Unicef: 500.000 Kinder fliehen vor Gewalt im Nordwesten Syriens

"Es ist Zeit, dass die Waffen schweigen"

Im Nordwesten Syriens sind seit Anfang Dezember nach Schätzungen des UN-Kinderhilfswerks Unicef mehr als eine halbe Million Kinder vor schwerer Gewalt geflohen. Unicef-Exekutivdirektorin Henrietta Fore bezeichnet die Lage der Kinder als absolut unhaltbar.

Syrische Kinder auf der Flucht / © quetions123 (shutterstock)
Syrische Kinder auf der Flucht / © quetions123 ( shutterstock )

"Kinder und Familien sind gefangen in einer verzweifelten Situation voller Gewalt, bitterer Kälte, Nahrungsmangel und furchtbaren Lebensbedingungen", erklärte die Unicef-Exekutivdirektorin Henrietta Fore am Dienstag. In der umkämpften Provinz Idlib seien allein seit Beginn des Jahres 77 Kinder getötet oder verletzt worden - die tatsächlichen Zahlen lägen vermutlich noch höher.

Die Lage für syrische Kinder in Idlib bezeichnete Fore als absolut unhaltbar. Nach neun Jahren Bürgerkrieg lebten dort zehntausende Kinder und ihre Familie bei eiskalten Temperaturen, Regen oder Schnee im Freien. Das dürfe nicht weitergehen, betonte Fore.

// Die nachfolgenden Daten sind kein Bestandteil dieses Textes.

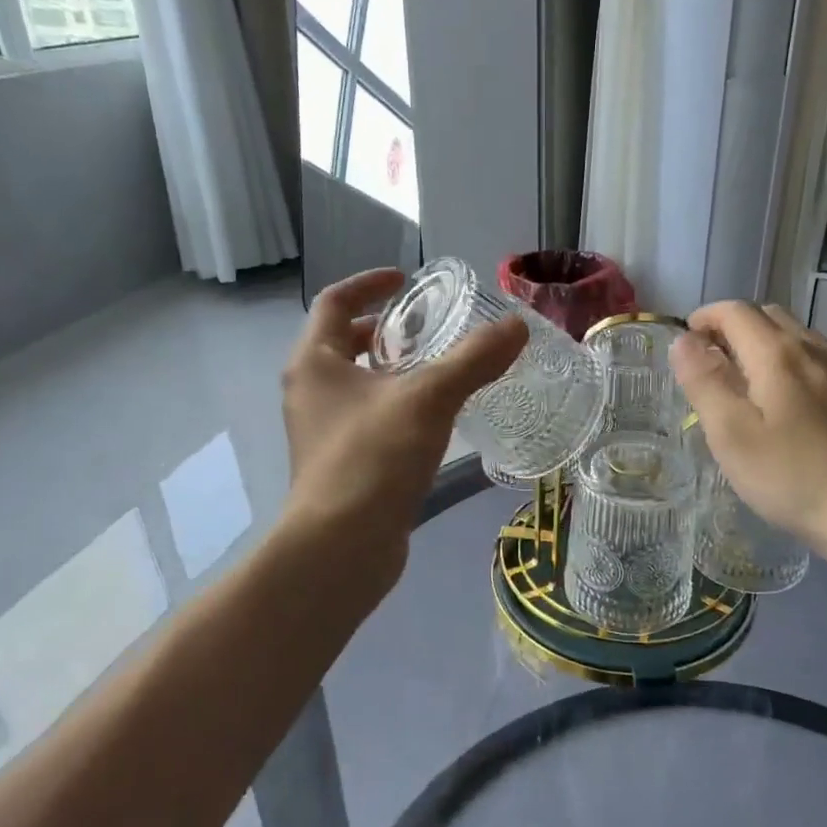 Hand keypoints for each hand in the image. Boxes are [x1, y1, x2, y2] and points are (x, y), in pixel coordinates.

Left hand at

Fore: Kinder müssen geschützt werden

Die Unicef-Direktorin rief alle Kriegsparteien auf, Kinder und die Infrastruktur, von der ihr Leben abhänge, zu schützen. "Es ist Zeit, dass die Waffen schweigen und die Gewalt von allen Seiten gestoppt wird." Die Armee des syrischen Machthabers Baschar al-Assad, das russische Militär und verbündete Milizen gehen seit April 2019 in Idlib gegen islamistische Kämpfer vor, die sich dort verschanzt halten.

Die Diakonie wartn derweil vor einer "riesigen humanitären Katastrophe". "Eine so große Fluchtbewegung innerhalb kürzester Zeit ist selbst in neun Jahren Syrien-Krieg beispiellos", sagte der Leiter der Diakonie Katastrophenhilfe, Martin Keßler, am Mittwoch in Berlin. "Jetzt tritt ein, wovor humanitäre Helfer seit Monaten warnen: Das humanitäre Völkerrecht wird völlig missachtet, Hunderttausende Menschen müssen aus Todesangst fliehen."

Im Freien und bei Kälte übernachten

Die Menschen könnten sich kaum in Sicherheit bringen oder Unterstützung bekommen, erklärte Keßler weiter. Im Laufe des Krieges hätten bereits Hunderttausende in Idlib Schutz gesucht, selbst in Bauruinen fänden die Menschen kaum mehr Platz. "So haben die Flüchtlinge keine andere Chance, als im Freien zu übernachten, und das bei klirrender Kälte." Keßler appellierte an die Kriegsparteien, die Flucht der Zivilbevölkerung nicht zu behindern und humanitären Helfern den Zugang zu ermöglichen.

Der Syrien-Krieg begann 2011 mit einem Volksaufstand gegen Assad. Rebellen und Terrorgruppen eroberten weite Teile des Landes. Mit Hilfe Russlands und des Irans gewann Assad die meisten Gebiete zurück.